RECORDS SUPPLIED -
○ ○ ○ ○

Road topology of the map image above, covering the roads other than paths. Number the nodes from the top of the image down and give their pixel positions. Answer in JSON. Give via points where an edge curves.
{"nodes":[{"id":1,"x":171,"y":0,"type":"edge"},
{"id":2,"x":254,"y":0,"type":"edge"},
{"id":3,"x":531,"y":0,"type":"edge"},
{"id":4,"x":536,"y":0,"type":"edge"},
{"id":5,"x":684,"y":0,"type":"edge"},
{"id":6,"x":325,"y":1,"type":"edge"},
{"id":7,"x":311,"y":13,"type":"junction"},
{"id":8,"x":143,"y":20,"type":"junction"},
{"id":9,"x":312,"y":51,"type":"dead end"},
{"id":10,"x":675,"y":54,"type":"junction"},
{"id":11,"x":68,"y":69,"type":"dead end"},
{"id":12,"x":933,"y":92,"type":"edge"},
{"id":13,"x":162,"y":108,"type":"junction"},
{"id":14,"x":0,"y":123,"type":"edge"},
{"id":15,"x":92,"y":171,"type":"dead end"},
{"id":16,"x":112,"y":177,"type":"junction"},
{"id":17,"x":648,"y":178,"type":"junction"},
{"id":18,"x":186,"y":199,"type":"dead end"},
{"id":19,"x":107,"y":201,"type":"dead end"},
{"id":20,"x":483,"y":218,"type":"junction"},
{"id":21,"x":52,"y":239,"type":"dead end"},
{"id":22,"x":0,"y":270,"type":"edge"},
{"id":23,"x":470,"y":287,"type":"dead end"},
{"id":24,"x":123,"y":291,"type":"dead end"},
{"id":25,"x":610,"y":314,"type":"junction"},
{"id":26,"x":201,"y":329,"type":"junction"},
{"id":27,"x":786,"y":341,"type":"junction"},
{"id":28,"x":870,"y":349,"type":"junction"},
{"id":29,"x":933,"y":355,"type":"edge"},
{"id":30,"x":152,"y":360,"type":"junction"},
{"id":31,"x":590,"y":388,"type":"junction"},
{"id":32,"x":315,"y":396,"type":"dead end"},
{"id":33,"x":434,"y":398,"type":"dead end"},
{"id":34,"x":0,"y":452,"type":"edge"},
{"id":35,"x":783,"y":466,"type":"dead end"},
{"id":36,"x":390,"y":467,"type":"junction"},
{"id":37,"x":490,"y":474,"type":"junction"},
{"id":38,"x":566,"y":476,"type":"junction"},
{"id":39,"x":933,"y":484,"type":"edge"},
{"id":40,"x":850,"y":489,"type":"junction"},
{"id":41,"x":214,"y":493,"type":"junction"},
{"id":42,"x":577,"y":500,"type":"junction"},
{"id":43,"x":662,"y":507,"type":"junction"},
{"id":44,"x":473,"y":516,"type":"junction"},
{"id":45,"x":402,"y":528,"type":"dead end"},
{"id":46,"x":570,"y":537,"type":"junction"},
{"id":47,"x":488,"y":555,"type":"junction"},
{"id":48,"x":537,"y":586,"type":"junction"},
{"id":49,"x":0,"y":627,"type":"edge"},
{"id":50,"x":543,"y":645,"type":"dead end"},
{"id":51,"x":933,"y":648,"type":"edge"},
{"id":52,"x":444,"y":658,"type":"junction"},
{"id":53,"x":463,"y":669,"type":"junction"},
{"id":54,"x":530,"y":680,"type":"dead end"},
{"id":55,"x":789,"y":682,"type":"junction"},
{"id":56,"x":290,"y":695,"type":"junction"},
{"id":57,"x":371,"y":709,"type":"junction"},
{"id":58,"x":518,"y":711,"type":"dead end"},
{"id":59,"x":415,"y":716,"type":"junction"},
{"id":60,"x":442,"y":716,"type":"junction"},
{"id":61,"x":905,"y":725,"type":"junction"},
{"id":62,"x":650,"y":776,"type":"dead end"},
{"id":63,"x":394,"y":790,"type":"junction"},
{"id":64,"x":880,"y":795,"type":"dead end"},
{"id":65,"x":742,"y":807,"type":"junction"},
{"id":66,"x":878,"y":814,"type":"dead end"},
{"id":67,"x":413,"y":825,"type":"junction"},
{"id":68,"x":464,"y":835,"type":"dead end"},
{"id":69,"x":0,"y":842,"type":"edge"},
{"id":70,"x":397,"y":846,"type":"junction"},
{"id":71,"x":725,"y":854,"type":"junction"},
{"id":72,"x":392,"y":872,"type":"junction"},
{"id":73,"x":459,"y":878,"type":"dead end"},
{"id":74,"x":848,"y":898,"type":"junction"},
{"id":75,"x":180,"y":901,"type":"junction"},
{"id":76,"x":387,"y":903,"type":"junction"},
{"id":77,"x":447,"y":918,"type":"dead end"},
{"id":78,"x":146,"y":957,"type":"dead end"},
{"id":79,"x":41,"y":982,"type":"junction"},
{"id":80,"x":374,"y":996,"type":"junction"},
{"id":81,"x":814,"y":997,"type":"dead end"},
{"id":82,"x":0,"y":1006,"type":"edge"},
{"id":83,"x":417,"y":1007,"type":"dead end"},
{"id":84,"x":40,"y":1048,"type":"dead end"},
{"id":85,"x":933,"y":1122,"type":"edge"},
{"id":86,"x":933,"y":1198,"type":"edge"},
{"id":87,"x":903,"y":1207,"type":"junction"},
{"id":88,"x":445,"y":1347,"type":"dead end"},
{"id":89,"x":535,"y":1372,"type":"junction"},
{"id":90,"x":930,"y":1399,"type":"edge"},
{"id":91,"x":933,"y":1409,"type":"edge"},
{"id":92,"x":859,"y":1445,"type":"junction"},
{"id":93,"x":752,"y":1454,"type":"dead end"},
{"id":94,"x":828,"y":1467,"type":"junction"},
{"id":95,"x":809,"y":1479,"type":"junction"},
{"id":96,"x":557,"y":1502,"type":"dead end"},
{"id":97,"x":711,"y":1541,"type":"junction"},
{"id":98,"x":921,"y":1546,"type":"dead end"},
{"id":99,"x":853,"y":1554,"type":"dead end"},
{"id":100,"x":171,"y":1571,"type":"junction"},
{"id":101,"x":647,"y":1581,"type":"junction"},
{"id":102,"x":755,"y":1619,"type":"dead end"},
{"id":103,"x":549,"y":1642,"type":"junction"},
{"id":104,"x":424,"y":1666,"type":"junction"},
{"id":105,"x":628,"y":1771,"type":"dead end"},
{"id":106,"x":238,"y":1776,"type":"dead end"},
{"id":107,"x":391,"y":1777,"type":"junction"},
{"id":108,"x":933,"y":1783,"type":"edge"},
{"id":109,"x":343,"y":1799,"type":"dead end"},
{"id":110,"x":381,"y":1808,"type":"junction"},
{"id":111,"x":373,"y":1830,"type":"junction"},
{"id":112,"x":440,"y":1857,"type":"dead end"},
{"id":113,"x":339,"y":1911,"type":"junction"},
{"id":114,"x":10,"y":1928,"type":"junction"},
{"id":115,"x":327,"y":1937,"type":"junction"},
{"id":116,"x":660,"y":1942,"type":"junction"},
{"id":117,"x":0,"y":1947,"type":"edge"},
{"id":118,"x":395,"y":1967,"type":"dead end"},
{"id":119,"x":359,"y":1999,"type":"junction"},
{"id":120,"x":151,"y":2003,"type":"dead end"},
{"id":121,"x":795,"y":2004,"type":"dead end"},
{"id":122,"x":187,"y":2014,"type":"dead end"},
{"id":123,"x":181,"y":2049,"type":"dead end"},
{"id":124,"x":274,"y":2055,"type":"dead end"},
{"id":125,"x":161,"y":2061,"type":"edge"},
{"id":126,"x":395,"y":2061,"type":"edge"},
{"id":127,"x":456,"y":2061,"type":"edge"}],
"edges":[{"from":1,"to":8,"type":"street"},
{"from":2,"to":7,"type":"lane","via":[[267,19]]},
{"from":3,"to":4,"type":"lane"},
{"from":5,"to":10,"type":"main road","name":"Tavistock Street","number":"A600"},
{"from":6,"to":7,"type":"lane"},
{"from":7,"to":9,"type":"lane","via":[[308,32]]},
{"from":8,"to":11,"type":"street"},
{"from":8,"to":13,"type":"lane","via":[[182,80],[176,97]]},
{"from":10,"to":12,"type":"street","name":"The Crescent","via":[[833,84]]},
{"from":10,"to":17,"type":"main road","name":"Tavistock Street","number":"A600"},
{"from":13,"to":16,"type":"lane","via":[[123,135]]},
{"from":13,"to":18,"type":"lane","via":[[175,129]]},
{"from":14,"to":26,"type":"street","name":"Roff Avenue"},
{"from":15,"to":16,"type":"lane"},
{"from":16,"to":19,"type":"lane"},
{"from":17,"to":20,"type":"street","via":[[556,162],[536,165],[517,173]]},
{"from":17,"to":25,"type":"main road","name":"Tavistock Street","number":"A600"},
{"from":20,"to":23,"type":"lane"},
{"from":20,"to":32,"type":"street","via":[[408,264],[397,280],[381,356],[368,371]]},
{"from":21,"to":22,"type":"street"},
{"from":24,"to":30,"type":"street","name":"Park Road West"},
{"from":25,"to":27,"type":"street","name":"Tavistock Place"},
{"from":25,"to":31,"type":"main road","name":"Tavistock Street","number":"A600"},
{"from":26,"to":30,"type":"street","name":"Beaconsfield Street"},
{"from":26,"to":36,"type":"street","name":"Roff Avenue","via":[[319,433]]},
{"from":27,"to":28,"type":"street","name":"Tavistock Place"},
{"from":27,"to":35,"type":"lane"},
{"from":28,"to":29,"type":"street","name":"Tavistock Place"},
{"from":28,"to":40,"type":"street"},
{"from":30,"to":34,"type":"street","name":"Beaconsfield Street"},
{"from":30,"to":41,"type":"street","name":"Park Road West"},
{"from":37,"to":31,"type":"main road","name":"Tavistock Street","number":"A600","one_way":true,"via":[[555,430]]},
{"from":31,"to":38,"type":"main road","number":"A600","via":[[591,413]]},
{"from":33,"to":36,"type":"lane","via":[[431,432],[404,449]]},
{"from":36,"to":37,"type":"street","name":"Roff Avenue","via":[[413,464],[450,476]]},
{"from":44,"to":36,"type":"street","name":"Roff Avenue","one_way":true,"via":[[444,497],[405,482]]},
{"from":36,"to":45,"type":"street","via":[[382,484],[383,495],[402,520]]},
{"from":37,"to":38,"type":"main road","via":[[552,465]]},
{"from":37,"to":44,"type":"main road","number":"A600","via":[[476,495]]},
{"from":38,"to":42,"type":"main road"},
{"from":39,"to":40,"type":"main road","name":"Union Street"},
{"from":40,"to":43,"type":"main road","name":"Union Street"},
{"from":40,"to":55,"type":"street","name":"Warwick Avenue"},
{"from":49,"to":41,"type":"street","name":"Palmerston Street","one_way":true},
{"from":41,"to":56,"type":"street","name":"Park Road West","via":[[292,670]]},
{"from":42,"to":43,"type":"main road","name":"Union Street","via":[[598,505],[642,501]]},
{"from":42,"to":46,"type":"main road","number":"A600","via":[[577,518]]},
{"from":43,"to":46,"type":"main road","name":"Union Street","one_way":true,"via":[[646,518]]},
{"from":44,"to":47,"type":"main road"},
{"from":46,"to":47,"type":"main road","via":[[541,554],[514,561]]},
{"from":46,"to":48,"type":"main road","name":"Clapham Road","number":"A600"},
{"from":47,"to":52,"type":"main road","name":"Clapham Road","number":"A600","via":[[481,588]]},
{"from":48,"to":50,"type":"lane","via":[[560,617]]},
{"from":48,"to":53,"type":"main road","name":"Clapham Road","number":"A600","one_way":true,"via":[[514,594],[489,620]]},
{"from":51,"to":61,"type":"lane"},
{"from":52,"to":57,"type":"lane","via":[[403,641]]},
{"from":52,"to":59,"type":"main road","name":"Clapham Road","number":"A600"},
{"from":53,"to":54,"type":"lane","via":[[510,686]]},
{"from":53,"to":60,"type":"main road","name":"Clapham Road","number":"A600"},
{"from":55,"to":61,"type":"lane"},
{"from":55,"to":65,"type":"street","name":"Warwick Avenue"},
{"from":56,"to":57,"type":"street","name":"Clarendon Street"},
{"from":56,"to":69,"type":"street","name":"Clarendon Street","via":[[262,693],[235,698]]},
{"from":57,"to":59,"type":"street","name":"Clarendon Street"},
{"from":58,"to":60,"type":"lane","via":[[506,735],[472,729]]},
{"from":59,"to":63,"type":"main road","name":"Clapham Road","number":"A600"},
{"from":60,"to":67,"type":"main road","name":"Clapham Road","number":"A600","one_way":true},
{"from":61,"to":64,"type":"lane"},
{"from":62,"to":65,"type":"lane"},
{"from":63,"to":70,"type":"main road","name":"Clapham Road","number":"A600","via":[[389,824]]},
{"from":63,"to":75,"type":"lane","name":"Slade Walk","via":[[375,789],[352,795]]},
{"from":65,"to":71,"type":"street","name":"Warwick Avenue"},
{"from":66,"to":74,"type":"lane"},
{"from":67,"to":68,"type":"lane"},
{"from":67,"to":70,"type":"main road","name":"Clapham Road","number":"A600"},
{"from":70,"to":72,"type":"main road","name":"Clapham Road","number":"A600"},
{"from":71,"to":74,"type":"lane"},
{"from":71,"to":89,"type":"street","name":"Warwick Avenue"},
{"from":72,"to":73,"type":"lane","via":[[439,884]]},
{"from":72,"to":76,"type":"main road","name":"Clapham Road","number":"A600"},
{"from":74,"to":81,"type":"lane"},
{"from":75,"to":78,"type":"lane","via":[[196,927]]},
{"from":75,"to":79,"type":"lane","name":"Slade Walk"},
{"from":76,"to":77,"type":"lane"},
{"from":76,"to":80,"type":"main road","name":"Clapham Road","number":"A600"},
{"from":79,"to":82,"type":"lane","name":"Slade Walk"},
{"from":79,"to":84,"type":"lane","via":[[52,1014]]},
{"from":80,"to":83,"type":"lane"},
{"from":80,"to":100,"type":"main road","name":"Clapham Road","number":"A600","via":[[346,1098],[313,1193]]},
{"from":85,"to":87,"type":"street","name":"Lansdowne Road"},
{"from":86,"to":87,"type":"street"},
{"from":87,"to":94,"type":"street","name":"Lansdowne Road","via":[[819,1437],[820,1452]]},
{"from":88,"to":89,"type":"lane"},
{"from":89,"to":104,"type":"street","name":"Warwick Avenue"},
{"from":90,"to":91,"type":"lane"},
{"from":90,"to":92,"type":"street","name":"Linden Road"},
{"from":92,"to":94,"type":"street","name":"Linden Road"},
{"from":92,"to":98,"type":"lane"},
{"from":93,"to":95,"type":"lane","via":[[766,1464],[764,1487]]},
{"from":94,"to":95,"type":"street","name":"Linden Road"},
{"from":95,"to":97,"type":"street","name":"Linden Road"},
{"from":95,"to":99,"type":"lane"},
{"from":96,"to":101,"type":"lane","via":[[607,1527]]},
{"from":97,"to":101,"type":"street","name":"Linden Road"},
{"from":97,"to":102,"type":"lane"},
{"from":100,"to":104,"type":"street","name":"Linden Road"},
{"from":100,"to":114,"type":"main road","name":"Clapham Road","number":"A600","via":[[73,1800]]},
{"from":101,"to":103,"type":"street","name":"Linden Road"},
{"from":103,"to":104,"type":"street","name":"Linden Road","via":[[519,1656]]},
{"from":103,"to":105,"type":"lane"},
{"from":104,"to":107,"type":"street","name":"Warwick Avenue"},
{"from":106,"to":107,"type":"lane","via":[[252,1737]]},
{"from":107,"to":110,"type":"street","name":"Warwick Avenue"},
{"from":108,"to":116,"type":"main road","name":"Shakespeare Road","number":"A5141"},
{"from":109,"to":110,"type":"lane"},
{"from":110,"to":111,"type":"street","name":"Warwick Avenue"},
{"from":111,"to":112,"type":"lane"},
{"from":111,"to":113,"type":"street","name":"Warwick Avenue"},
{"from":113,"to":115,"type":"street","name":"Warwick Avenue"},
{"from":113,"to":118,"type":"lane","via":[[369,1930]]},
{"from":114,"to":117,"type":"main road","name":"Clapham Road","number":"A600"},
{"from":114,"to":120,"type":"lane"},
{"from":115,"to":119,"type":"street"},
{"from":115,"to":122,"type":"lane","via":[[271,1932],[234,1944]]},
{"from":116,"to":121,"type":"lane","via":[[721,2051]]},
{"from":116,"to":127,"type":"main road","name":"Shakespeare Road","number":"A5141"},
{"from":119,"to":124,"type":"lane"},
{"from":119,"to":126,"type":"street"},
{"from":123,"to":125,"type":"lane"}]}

○ ○ ○ ○

EXERCISE PROMPT - Read through the entries, then copy every line where the string "Roff" is found.

SOLVED PROBLEM -
{"from":14,"to":26,"type":"street","name":"Roff Avenue"},
{"from":26,"to":36,"type":"street","name":"Roff Avenue","via":[[319,433]]},
{"from":36,"to":37,"type":"street","name":"Roff Avenue","via":[[413,464],[450,476]]},
{"from":44,"to":36,"type":"street","name":"Roff Avenue","one_way":true,"via":[[444,497],[405,482]]},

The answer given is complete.